No. P-06-2257 [Formerly OCA I.P.I. No. 01-1212-P], 2008 March 28, 2nd
Division

Tinga, J.:
In a Resolution[1] issued on 29 November 2006, the Court resolved the
administrative complaint against respondents Eriberto Sabas, retired[2] clerk
of court and ex officio sheriff of the Municipal Trial Court (MTC), 4th Judicial
Region, Puerto Princesa City, and Ernesto Simpliciano, now deceased,[3]
former deputy sheriff of the same court, finding Sabas guilty of grave abuse
of authority and conduct unbecoming a court personnel while dismissing the
complaint against Simpliciano. Sabas Motion for Reconsideration[4] was
partially granted in a Resolution dated 29 May 2007 thereby clarifying the
penalty imposable upon him. The dispositive part of the latter resolution
reads:
WHEREFORE, premises considered, respondent Eriberto Sabas, former Clerk
of Court and Ex-Officio Sheriff of the Municipal Trial Court of Puerto Princesa
City, Palawan, is found GUILTY of Grave Abuse of Authority and Conduct
Unbecoming of a Court Personnel, and accordingly FINED in an amount
equivalent to his salary for six (6) months plus the amount corresponding to
fifteen (15) days of leave credits, deductible from his retirement pay.
The charges of grave abuse of authority and conduct unbecoming a court
officer against Ernesto Simpliciano, former Deputy Sheriff of the Municipal
Trial Court of Puerto Princesa City, Palawan, is hereby DISMISSED for lack of
merit.
The charge of violation of Sections 3(a), 3(e) and 4(b) of Republic Act No.
3019 against Eriberto Sabas and Ernesto Simpliciano is REFERRED to the
Executive Judge of the Regional Trial Court of Puerto Princesa City for
investigation, report and recommendation on respondents administrative
liability within sixty (60) days from receipt of the record.
SO ORDERED.

The matter is again before us on account of the completion of the


investigation conducted by Perfecto E. Pe, Executive Judge of the Regional
Trial Court of Puerto Princesa City, the results of which are contained in his
Report and Recommendation[5] dated 24 August 2007.
The necessary factual background is supplied by the narration of facts in the
Courts 29 November 2006 Resolution, which we again adopt:
In 1994, Geronimo Gacot filed a detainer suit (subsequently amended into an
action for recovery of possession of a parcel of land) against Joaquin Montero
and Emilio Batul with the Municipal Trial Court (MTC) of Puerto Princesa City.
The case, docketed as Civil Case No. 1311, involved Lot No. 18553, the lot
adjacent to the land occupied and possessed by the spouses Stilgrove.
During the pendency of Civil Case No. 1311, Lot No. 18553 was sold to
Cresencia de los Santos, who was able to secure Transfer Certificate of Title
No. 162460 in her name.
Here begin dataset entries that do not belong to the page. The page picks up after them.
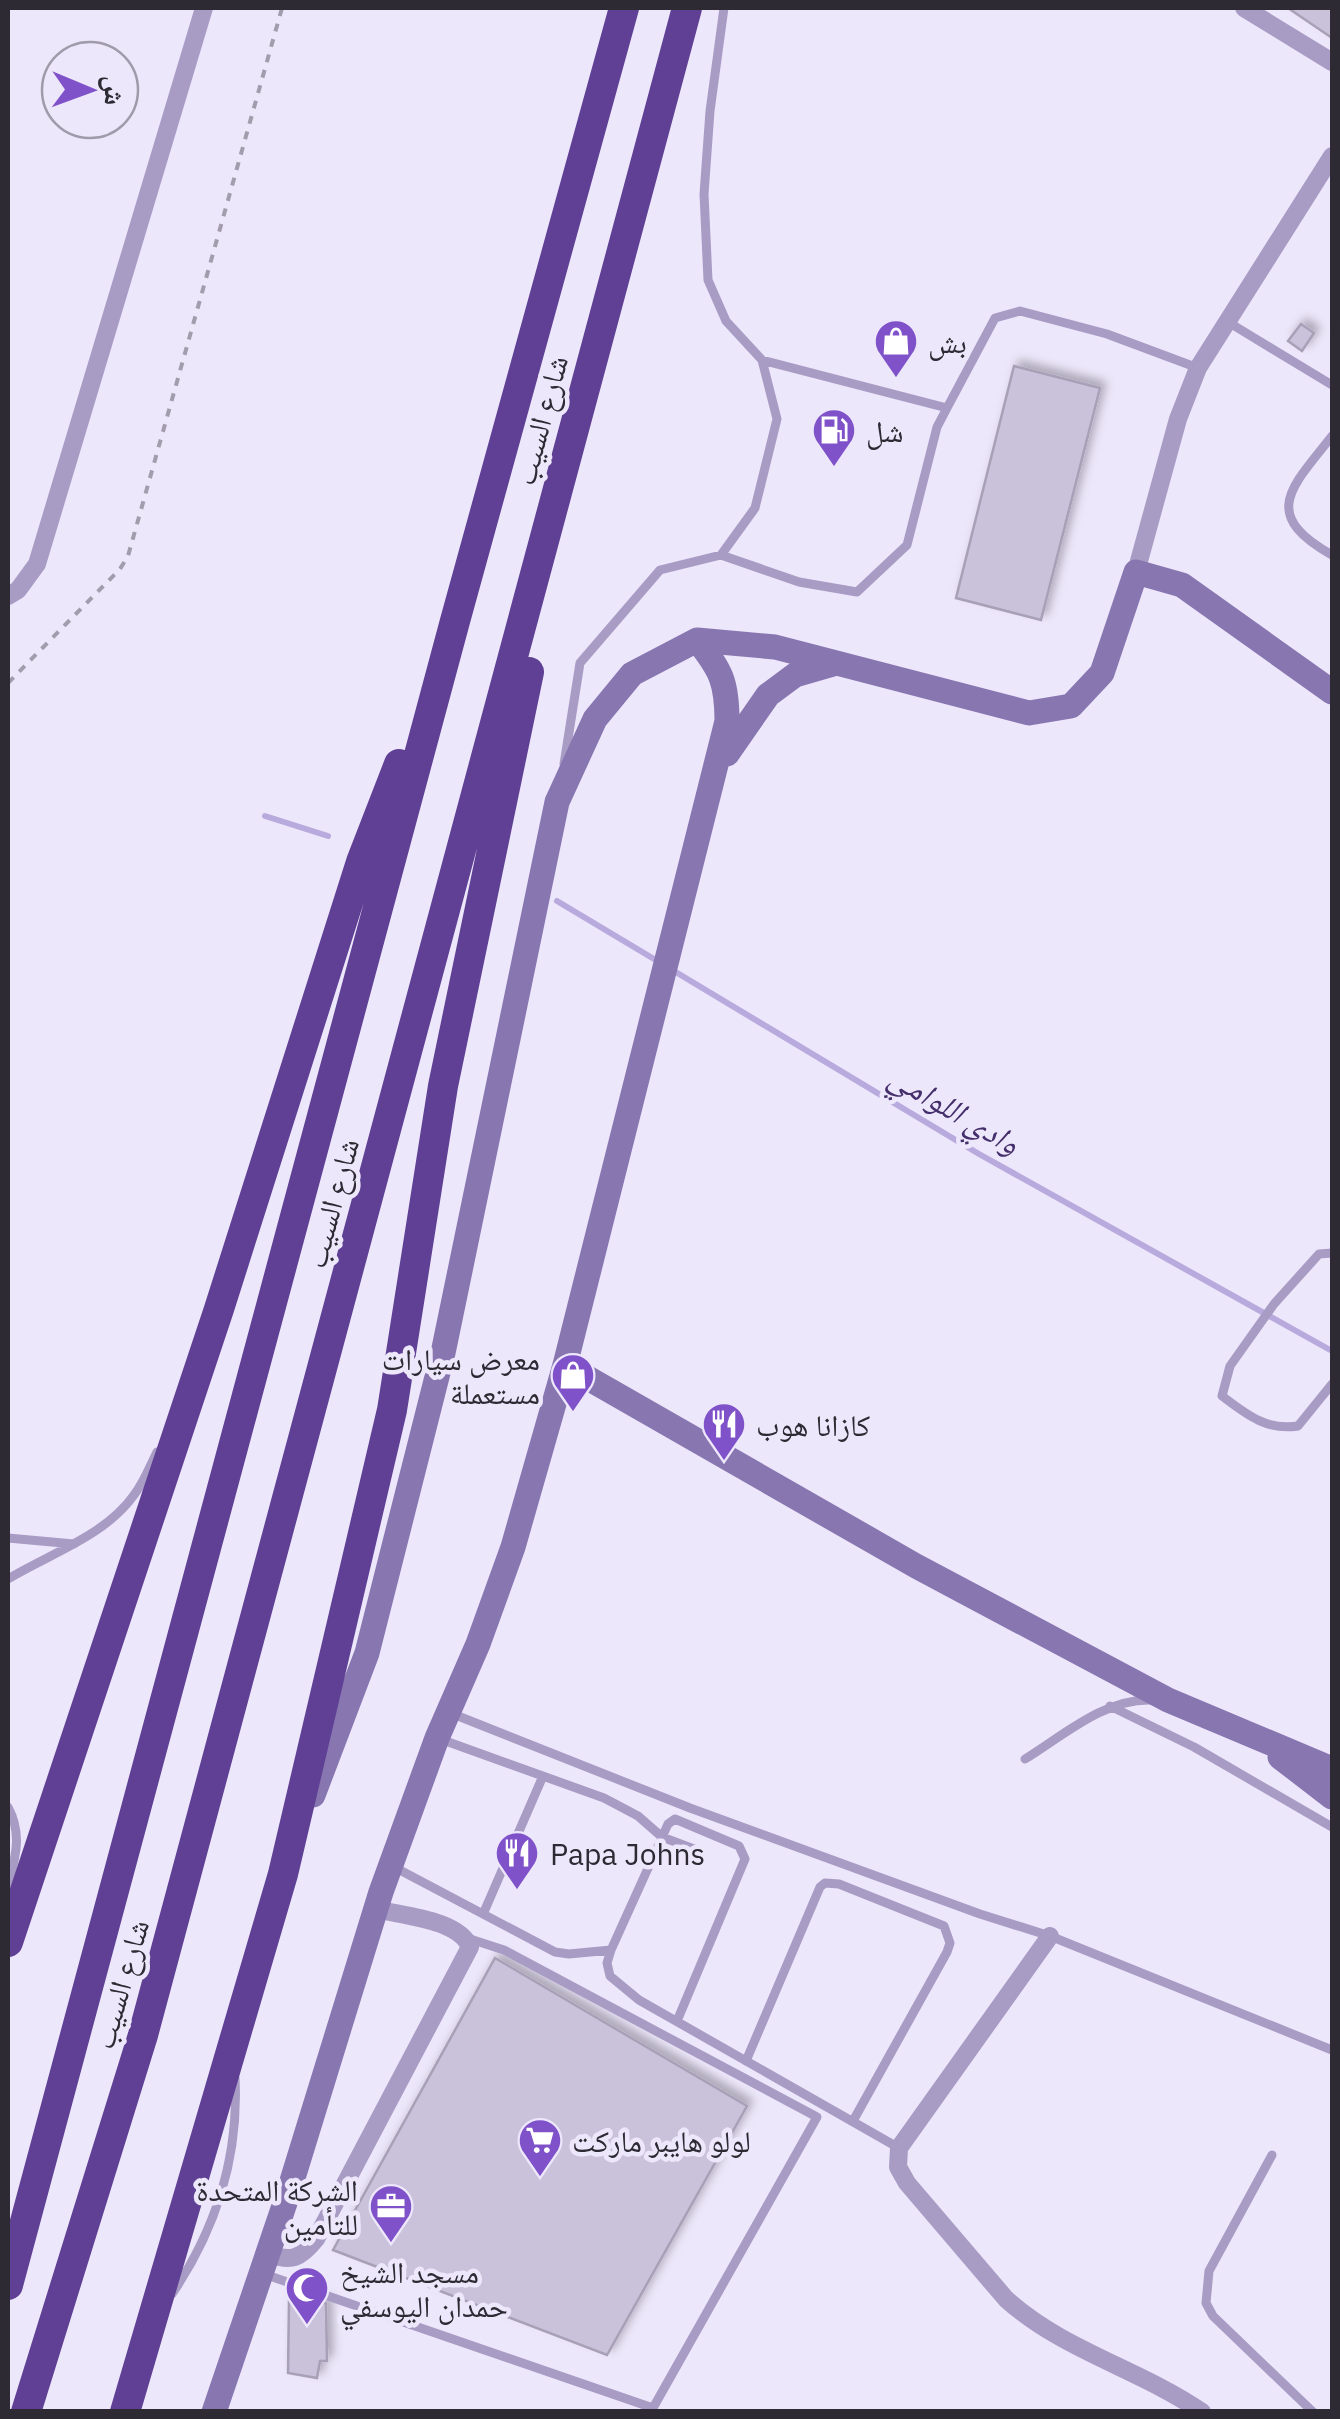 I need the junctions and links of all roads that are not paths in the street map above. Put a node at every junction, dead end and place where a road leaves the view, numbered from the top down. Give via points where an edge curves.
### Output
1 (204, 8) edge
2 (624, 8) edge
3 (686, 8) edge
4 (724, 8) edge
5 (1244, 8) edge
6 (1332, 62) edge
7 (1332, 156) edge
8 (631, 216) junction
9 (1228, 322) junction
10 (762, 360) junction
11 (1198, 368) junction
12 (1332, 385) edge
13 (947, 408) junction
14 (1332, 436) edge
15 (1332, 555) edge
16 (721, 556) junction
17 (1136, 572) junction
18 (8, 596) edge
19 (455, 621) junction
20 (696, 640) junction
21 (838, 662) junction
22 (1332, 692) edge
23 (717, 770) junction
24 (558, 802) junction
25 (1332, 1253) edge
26 (219, 1310) junction
27 (565, 1365) junction
28 (1332, 1384) edge
29 (8, 1538) edge
30 (77, 1544) junction
31 (8, 1579) edge
32 (1168, 1700) junction
33 (1110, 1706) junction
34 (448, 1712) junction
35 (1252, 1736) junction
36 (437, 1738) junction
37 (1026, 1759) dead end
38 (1332, 1770) edge
39 (542, 1776) junction
40 (1332, 1797) edge
41 (8, 1808) edge
42 (1332, 1827) edge
43 (662, 1837) junction
44 (702, 1852) dead end
45 (392, 1866) junction
46 (283, 1874) junction
47 (8, 1887) edge
48 (376, 1910) junction
49 (484, 1912) junction
50 (1050, 1936) junction
51 (466, 1938) junction
52 (8, 1942) edge
53 (610, 1950) junction
54 (677, 2022) junction
55 (1332, 2050) edge
56 (746, 2061) junction
57 (853, 2121) junction
58 (899, 2148) junction
59 (1272, 2155) dead end
60 (265, 2263) junction
61 (8, 2284) edge
62 (26, 2412) edge
63 (125, 2412) edge
64 (214, 2412) edge
65 (1202, 2412) edge
66 (1313, 2412) edge

1 - 18 street via 37,564
2 - 19 highway, شارع السيب
3 - 8 highway, شارع السيب
4 - 10 lane via 704,194 708,280 726,321
5 - 6 street
7 - 9 street
8 - 46 highway via 442,1086 392,1410
8 - 62 highway, شارع السيب via 143,2036
9 - 11 street
9 - 12 lane
10 - 13 lane
10 - 16 lane via 778,418 756,508
11 - 13 lane via 1020,311 996,318
11 - 17 street
13 - 16 lane via 906,545 857,592
14 - 15 lane via 1288,502 1290,521
16 - 24 lane via 660,570 580,663
17 - 21 street via 1102,673 1071,706 1029,713
17 - 22 street via 1182,586
19 - 26 highway via 361,862
19 - 61 highway, شارع السيب
20 - 21 street via 775,647
20 - 23 street via 727,691
20 - 24 street via 632,674 595,720
21 - 23 street via 795,675 768,695
23 - 27 street
24 - 46 street via 443,1353 367,1653
25 - 28 lane via 1319,1254 1274,1304 1230,1366 1222,1396 1253,1420 1280,1429 1298,1426
26 - 30 lane via 134,1496
26 - 52 highway
27 - 32 street via 916,1566
27 - 34 street via 513,1547
29 - 30 lane
30 - 31 lane
32 - 33 lane
32 - 35 street
33 - 37 lane
33 - 42 lane
34 - 36 street
34 - 50 lane via 690,1808
35 - 38 street
35 - 40 street
36 - 39 lane
36 - 45 street
39 - 43 lane via 604,1798
39 - 49 lane
41 - 47 lane via 18,1846
43 - 44 lane
43 - 53 lane
43 - 54 lane via 675,1819 740,1846 744,1858
45 - 48 street
45 - 49 lane
46 - 63 highway
48 - 51 street
48 - 60 street
49 - 53 lane via 555,1952
50 - 55 lane
50 - 58 street
51 - 60 street via 470,1947 316,2239 302,2256
51 - 60 lane via 504,1950 817,2117 653,2408
53 - 54 lane via 610,1976
54 - 56 lane
56 - 57 lane
56 - 57 lane via 820,1887 832,1882 944,1926 950,1944
57 - 58 lane
58 - 65 street via 902,2176 1006,2299 1037,2324
59 - 66 lane via 1209,2271 1206,2303
60 - 64 street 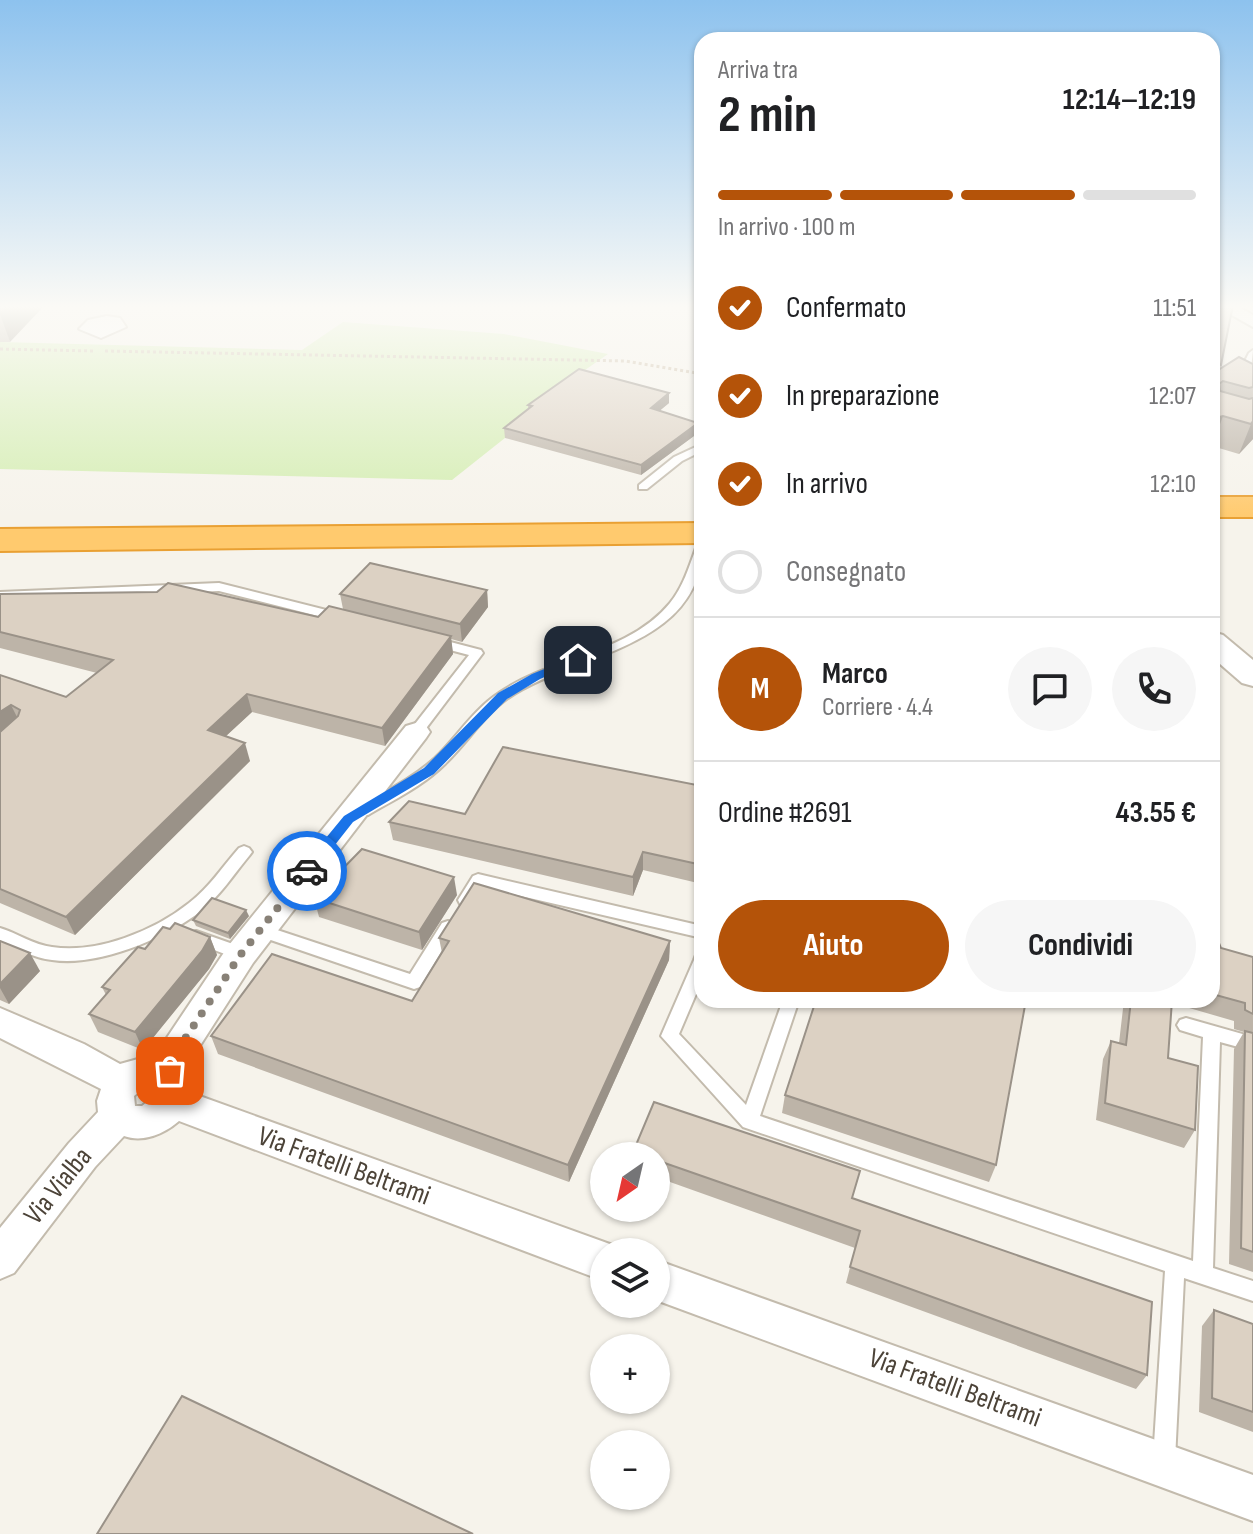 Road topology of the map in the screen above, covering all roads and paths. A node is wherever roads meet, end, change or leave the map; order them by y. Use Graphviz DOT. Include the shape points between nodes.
graph roads {
  1 [pos="694,451"];
  2 [pos="643,487"];
  3 [pos="1220,507"];
  4 [pos="1253,507"];
  5 [pos="0,514"];
  6 [pos="694,514"];
  7 [pos="694,514"];
  8 [pos="1220,533"];
  9 [pos="1253,533"];
  10 [pos="0,540"];
  11 [pos="694,565"];
  12 [pos="0,596"];
  13 [pos="353,621"];
  14 [pos="428,640"];
  15 [pos="1220,648"];
  16 [pos="1253,676"];
  17 [pos="416,732"];
  18 [pos="348,819"];
  19 [pos="244,852"];
  20 [pos="165,925"];
  21 [pos="694,930"];
  22 [pos="0,934"];
  23 [pos="250,942"];
  24 [pos="694,979"];
  25 [pos="788,1008"];
  26 [pos="0,1022"];
  27 [pos="1186,1025"];
  28 [pos="1212,1032"];
  29 [pos="1253,1044"];
  30 [pos="170,1086"];
  31 [pos="120,1099"];
  32 [pos="749,1121"];
  33 [pos="590,1255"];
  34 [pos="0,1259"];
  35 [pos="1175,1265"];
  36 [pos="1203,1274"];
  37 [pos="670,1285"];
  38 [pos="1253,1291"];
  39 [pos="1164,1464"];
  40 [pos="1253,1498"];
  1 -- 2 [label="lane"];
  3 -- 4 [label="highway"];
  5 -- 6 [label="highway"];
  7 -- 10 [label="highway"];
  8 -- 9 [label="highway"];
  11 -- 18 [label="lane" via="679,598 658,622 503,696 429,771"];
  12 -- 13 [label="lane" via="219,587"];
  14 -- 17 [label="lane" via="477,653"];
  15 -- 16 [label="street"];
  17 -- 18 [label="street"];
  18 -- 23 [label="street"];
  19 -- 20 [label="lane" via="196,906"];
  20 -- 22 [label="lane" via="110,948 77,955 51,954"];
  20 -- 23 [label="lane"];
  21 -- 23 [label="lane" via="478,880 414,982"];
  23 -- 30 [label="street"];
  24 -- 32 [label="lane" via="670,1036"];
  25 -- 32 [label="lane"];
  26 -- 31 [label="street" via="72,1055"];
  27 -- 28 [label="lane"];
  28 -- 29 [label="lane"];
  28 -- 36 [label="lane"];
  30 -- 31 [label="street" via="140,1070"];
  30 -- 31 [label="street" via="157,1118 146,1122 136,1123"];
  30 -- 33 [label="street, Via Fratelli Beltrami"];
  31 -- 34 [label="street, Via Vialba"];
  32 -- 35 [label="lane"];
  35 -- 36 [label="lane"];
  35 -- 39 [label="lane"];
  36 -- 38 [label="lane"];
  37 -- 39 [label="street, Via Fratelli Beltrami"];
  39 -- 40 [label="street, Via Fratelli Beltrami"];
}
Eventually, the MTC rendered a decision in favor of
Gacot, who had, upon his death, been already substituted by his heirs,
represented by Francisca Gacot-Latube.
The decision of the MTC in Civil Case No. 1311 was affirmed on appeal by
Branch 48 of the Regional Trial Court, Puerto Princesa City, Palawan on 8
January 2001.
xxxx
A writ of execution was subsequently issued and served on the defendants in
Civil Case No. 1311. Instead of complying with the order for them to vacate
the premises subject of the litigation within three (3) working days, the
defendants remained on the land and even built new structures on Lot No.
18553. Thus, Judge Heriberto M. Pangilinan issued a Special Order for
Demolition on 30 April 2001, which commanded the Ex-Officio Sheriff and/or
Deputy Sheriff:
x x x to cause the demolition of all structures including fences built or
erected by defendants or any other persons claiming rights under such
defendants within the premises forming part of plaintiffs property. The
demolition shall immediately be carried out after giving them a reasonable
period of up to 10 [ten] days from receipt of this Order to voluntarily
demolish any structure they built within the premises.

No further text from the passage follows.